[Collected data entries]
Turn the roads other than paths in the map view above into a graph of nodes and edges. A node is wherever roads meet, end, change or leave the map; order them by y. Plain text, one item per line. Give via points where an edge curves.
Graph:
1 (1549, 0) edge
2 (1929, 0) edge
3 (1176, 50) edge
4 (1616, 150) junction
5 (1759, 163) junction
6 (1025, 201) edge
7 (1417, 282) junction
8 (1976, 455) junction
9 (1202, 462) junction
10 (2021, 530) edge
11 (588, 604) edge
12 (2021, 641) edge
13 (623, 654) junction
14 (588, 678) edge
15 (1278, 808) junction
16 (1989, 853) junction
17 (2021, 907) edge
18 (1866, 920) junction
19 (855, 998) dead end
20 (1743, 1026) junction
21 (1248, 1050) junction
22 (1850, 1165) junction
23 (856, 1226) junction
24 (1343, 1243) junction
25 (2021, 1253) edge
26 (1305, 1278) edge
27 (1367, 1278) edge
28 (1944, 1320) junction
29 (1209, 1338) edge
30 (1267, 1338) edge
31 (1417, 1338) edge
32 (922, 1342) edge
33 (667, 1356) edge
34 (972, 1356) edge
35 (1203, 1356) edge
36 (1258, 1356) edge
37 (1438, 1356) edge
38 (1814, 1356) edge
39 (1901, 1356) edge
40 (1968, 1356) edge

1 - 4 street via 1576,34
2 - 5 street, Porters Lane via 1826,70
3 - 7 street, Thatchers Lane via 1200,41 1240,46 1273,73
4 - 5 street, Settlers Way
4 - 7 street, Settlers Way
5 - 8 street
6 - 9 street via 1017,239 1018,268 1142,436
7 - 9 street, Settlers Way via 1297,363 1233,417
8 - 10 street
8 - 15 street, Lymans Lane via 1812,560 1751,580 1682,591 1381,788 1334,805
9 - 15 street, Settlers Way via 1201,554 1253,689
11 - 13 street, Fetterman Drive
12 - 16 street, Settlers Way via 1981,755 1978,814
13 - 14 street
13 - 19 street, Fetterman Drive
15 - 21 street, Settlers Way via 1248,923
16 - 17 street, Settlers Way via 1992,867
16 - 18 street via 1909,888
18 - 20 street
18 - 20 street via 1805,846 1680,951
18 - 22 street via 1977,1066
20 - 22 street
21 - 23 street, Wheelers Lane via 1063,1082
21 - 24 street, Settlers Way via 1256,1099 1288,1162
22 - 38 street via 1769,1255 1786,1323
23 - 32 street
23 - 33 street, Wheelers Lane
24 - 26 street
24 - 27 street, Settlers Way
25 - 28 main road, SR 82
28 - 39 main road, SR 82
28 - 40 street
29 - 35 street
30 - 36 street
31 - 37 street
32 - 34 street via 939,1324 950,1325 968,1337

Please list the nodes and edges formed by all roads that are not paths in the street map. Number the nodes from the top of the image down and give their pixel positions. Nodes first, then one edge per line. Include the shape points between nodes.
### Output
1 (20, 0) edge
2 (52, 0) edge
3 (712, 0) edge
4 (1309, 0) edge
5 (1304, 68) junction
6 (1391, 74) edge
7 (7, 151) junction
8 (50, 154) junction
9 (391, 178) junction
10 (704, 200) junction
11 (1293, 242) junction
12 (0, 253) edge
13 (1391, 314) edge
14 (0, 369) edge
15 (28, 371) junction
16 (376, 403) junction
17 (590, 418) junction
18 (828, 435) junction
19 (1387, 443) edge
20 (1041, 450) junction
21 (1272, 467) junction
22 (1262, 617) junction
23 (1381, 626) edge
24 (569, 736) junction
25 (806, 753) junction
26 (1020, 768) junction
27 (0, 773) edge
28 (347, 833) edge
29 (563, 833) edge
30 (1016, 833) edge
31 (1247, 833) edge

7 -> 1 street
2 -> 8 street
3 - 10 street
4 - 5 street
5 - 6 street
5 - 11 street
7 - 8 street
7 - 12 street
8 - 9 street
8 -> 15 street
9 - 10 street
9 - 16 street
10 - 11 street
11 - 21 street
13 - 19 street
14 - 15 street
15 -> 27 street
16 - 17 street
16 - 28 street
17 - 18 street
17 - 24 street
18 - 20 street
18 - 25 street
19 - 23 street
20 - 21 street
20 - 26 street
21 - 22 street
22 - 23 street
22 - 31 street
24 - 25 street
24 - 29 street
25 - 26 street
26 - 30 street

## [WHAT IS REQUIRED]
Search the data for "edges". Copy every line that has it.

## [FINISHED EXERCISE]
Turn the roads other than paths in the map view above into a graph of nodes and edges. A node is wherever roads meet, end, change or leave the map; order them by y. Plain text, one item per line. Give via points where an edge curves.
Please list the nodes and edges formed by all roads that are not paths in the street map. Number the nodes from the top of the image down and give their pixel positions. Nodes first, then one edge per line. Include the shape points between nodes.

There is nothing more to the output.